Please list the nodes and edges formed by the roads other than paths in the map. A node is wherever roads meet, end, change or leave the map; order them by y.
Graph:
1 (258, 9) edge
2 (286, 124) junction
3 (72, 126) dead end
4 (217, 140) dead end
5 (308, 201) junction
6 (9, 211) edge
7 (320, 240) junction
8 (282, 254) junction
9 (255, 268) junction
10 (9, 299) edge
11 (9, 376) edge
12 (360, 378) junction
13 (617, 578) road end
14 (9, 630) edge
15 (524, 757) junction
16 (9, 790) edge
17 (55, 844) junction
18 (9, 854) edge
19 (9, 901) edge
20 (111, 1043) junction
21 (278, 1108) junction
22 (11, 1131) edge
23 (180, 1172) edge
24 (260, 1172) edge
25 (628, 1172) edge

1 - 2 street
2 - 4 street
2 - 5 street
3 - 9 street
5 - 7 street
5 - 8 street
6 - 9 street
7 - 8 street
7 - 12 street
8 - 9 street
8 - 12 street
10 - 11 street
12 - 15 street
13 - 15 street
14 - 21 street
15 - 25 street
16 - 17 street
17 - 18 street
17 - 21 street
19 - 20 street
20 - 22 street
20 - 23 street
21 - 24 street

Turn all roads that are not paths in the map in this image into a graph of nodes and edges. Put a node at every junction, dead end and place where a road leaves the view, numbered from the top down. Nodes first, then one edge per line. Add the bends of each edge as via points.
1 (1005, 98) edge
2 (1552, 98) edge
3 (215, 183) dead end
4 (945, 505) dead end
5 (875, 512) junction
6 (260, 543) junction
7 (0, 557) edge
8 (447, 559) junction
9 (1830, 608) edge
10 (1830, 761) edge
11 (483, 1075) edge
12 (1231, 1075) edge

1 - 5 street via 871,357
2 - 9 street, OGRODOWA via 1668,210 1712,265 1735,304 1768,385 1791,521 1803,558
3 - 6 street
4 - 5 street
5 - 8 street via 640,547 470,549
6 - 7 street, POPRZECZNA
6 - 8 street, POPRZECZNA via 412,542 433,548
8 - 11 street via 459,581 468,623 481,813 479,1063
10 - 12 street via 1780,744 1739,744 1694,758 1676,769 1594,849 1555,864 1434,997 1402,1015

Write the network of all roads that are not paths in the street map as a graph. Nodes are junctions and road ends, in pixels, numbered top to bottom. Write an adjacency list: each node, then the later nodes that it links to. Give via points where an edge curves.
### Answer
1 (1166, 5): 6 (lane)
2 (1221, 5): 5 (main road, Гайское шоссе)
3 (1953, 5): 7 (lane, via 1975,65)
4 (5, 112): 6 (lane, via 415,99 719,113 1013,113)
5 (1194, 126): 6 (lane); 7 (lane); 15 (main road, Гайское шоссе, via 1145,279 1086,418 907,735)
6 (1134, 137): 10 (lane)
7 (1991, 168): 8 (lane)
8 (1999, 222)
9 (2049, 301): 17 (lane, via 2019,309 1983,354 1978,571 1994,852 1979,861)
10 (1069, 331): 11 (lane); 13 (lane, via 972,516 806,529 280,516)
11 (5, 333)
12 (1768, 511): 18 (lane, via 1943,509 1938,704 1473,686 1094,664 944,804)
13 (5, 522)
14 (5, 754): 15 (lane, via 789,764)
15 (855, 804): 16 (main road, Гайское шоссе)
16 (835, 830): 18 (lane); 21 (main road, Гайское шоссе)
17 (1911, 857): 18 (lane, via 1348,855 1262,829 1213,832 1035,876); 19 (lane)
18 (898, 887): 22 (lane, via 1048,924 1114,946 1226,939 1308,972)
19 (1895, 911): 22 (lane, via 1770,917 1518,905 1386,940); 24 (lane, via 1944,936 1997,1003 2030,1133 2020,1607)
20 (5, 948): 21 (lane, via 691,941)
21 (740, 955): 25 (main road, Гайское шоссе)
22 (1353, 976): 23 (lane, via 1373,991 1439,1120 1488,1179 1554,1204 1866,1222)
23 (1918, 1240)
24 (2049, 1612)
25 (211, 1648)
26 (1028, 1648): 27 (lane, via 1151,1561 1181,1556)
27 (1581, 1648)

+++

What to produce => Among the records above, which lines hold the word "list"? Copy each one.

Expected answer =>
Please list the nodes and edges formed by the roads other than paths in the map. A node is wherever roads meet, end, change or leave the map; order them by y.
Write the network of all roads that are not paths in the street map as a graph. Nodes are junctions and road ends, in pixels, numbered top to bottom. Write an adjacency list: each node, then the later nodes that it links to. Give via points where an edge curves.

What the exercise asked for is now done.